- **Required action**: Select all lines in the records that include "Queens".

=== Section Start ===

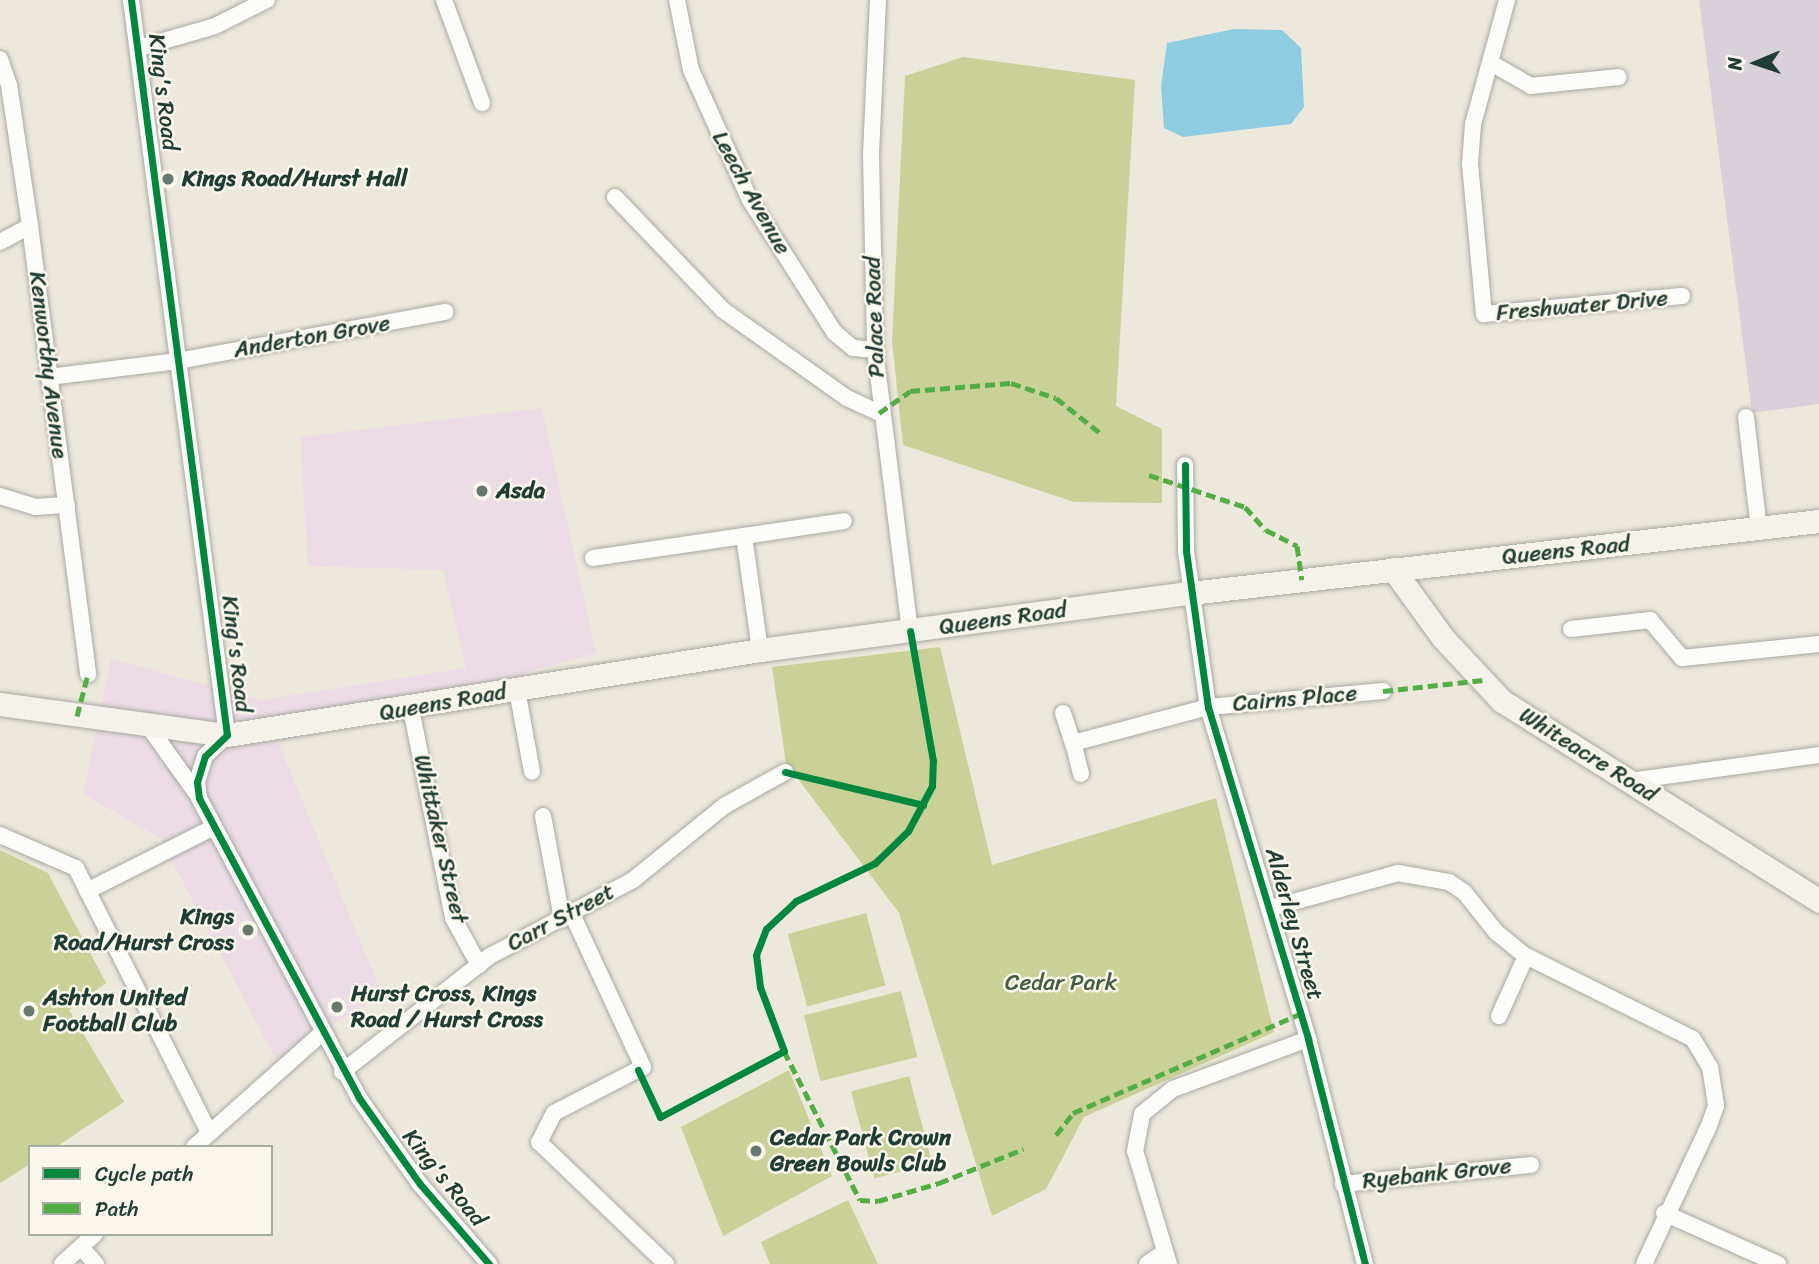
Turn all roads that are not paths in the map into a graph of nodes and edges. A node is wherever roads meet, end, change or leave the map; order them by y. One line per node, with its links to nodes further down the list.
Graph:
1 (131, 0): 7 (street, King's Road)
2 (267, 0): 7 (street)
3 (444, 0): 11 (street)
4 (677, 0): 17 (street, Leech Avenue)
5 (878, 0): 17 (street, Palace Road)
6 (1507, 0): 9 (street)
7 (139, 48): 18 (street, King's Road)
8 (0, 59): 13 (street, Kenworthy Avenue)
9 (1490, 64): 10 (street); 15 (street, Freshwater Drive)
10 (1619, 77)
11 (482, 103)
12 (615, 197): 20 (street)
13 (30, 226): 14 (street); 19 (street, Kenworthy Avenue)
14 (0, 242)
15 (1682, 296)
16 (446, 312): 18 (street, Anderton Grove)
17 (875, 350): 20 (street, Palace Road)
18 (178, 361): 19 (street, Anderton Grove); 44 (street, King's Road)
19 (49, 377): 24 (street, Kenworthy Avenue)
20 (879, 413): 33 (street, Palace Road)
21 (1746, 417): 27 (street)
22 (1185, 465): 31 (street, Alderley Street)
23 (0, 496): 24 (street)
24 (67, 505): 36 (street, Kenworthy Avenue)
25 (844, 521): 28 (street)
26 (1819, 521): 27 (main road, Queens Road)
27 (1759, 530): 30 (main road, Queens Road)
28 (744, 536): 29 (street); 35 (street)
29 (593, 558)
30 (1393, 569): 31 (main road, Queens Road); 50 (main road, Whiteacre Road)
31 (1190, 593): 33 (main road, Queens Road); 40 (street, Alderley Street)
32 (1571, 629): 34 (street)
33 (909, 631): 35 (main road, Queens Road)
34 (1819, 644)
35 (760, 650): 37 (main road, Queens Road)
36 (88, 674)
37 (517, 690): 41 (main road, Queens Road); 47 (street)
38 (1383, 691): 40 (street, Cairns Place)
39 (0, 704): 43 (main road, Queens Road)
40 (1208, 706): 45 (street, Cairns Place); 57 (street, Alderley Street)
41 (411, 709): 44 (main road, Queens Road); 60 (street, Whittaker Street)
42 (1063, 713): 45 (street)
43 (149, 727): 44 (main road, Queens Road); 51 (street)
44 (227, 735): 51 (street, King's Road)
45 (1073, 743): 49 (street)
46 (1819, 755): 50 (street)
47 (532, 772)
48 (785, 772): 58 (street, Carr Street)
49 (1081, 774)
50 (1629, 781): 56 (main road, Whiteacre Road)
51 (199, 799): 53 (street, King's Road)
52 (543, 816): 58 (street)
53 (214, 828): 55 (street); 62 (street, King's Road)
54 (0, 835): 55 (street)
55 (87, 891): 65 (street)
56 (1818, 900)
57 (1271, 908): 59 (street); 63 (street, Alderley Street)
58 (567, 916): 60 (street, Carr Street); 76 (street)
59 (1526, 956): 61 (street); 69 (street)
60 (479, 965): 64 (street, Carr Street)
61 (1499, 1016)
62 (322, 1033): 64 (street, King's Road); 65 (street)
63 (1308, 1039): 68 (street, Alderley Street); 72 (street)
64 (342, 1072): 75 (street, King's Road)
65 (209, 1133): 66 (street)
66 (196, 1145)
67 (1531, 1165): 68 (street, Ryebank Grove)
68 (1343, 1184): 78 (street, Alderley Street)
69 (1664, 1213): 79 (street); 80 (street)
70 (93, 1236): 71 (street)
71 (81, 1247): 73 (street); 74 (street)
72 (1167, 1258): 77 (street)
73 (62, 1264)
74 (96, 1264)
75 (489, 1264)
76 (666, 1264)
77 (1147, 1264)
78 (1365, 1264)
79 (1644, 1264)
80 (1777, 1264)

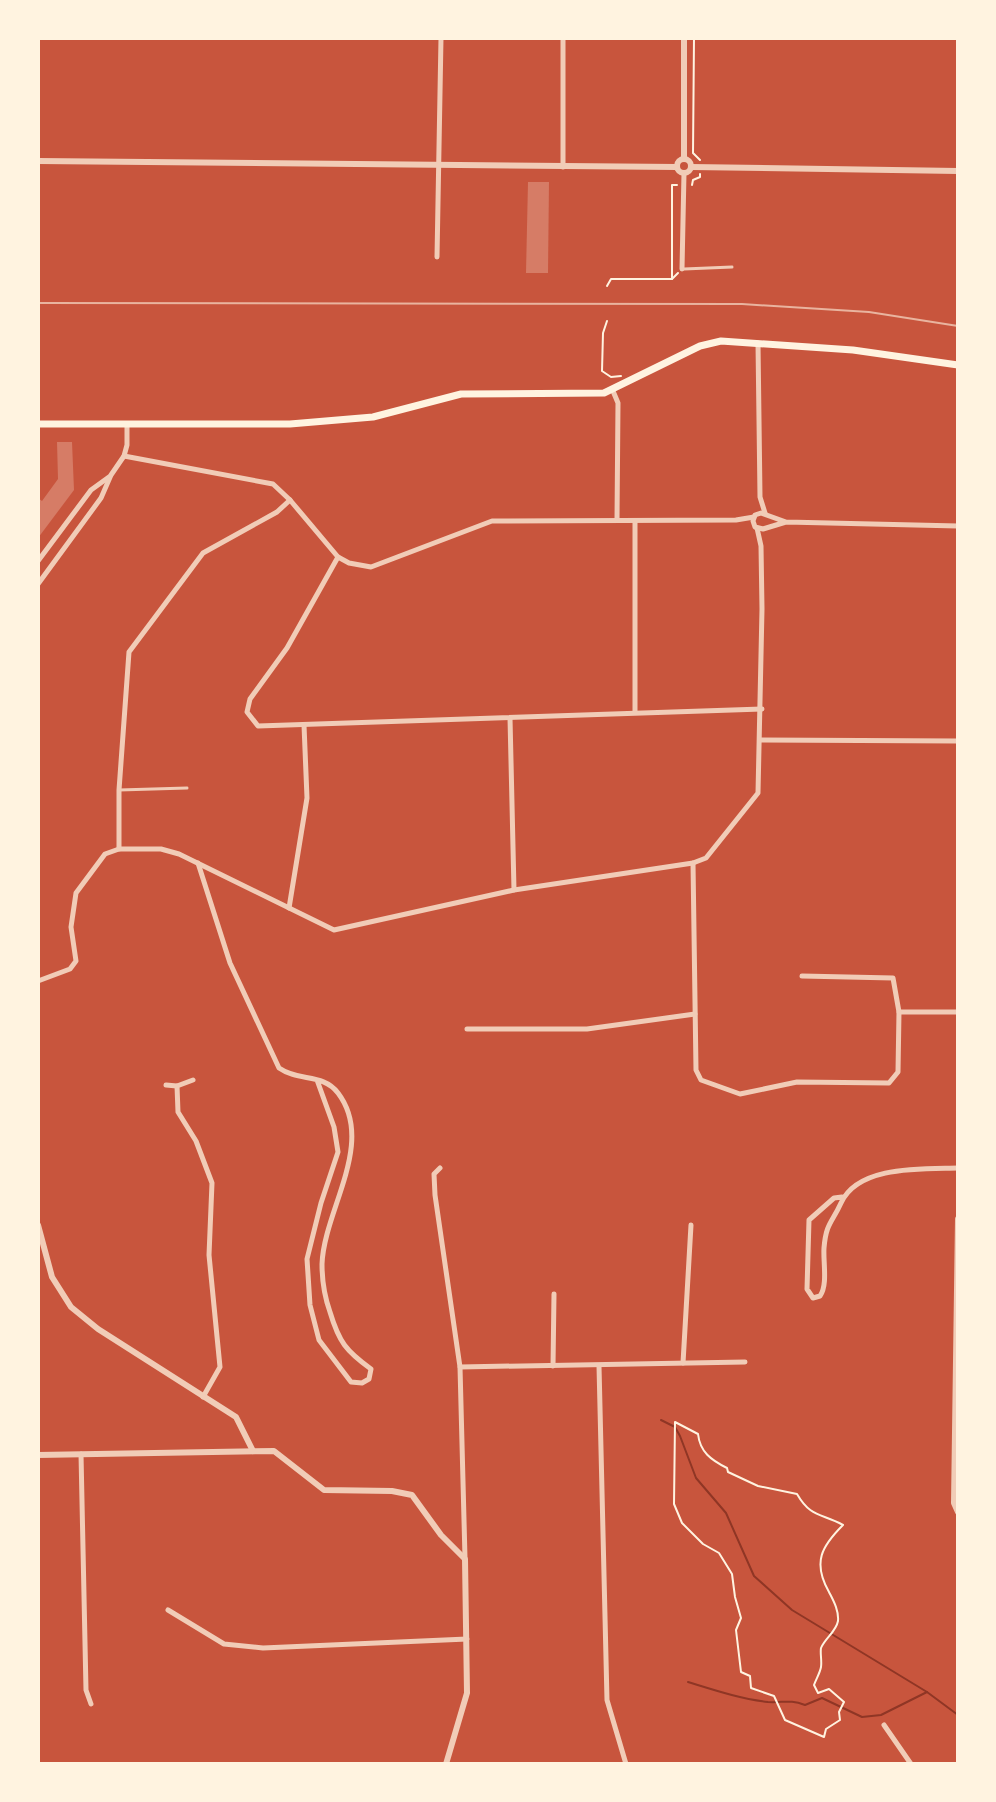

=== Section End ===

- **Solution**:
26 (1819, 521): 27 (main road, Queens Road)
27 (1759, 530): 30 (main road, Queens Road)
30 (1393, 569): 31 (main road, Queens Road); 50 (main road, Whiteacre Road)
31 (1190, 593): 33 (main road, Queens Road); 40 (street, Alderley Street)
33 (909, 631): 35 (main road, Queens Road)
35 (760, 650): 37 (main road, Queens Road)
37 (517, 690): 41 (main road, Queens Road); 47 (street)
39 (0, 704): 43 (main road, Queens Road)
41 (411, 709): 44 (main road, Queens Road); 60 (street, Whittaker Street)
43 (149, 727): 44 (main road, Queens Road); 51 (street)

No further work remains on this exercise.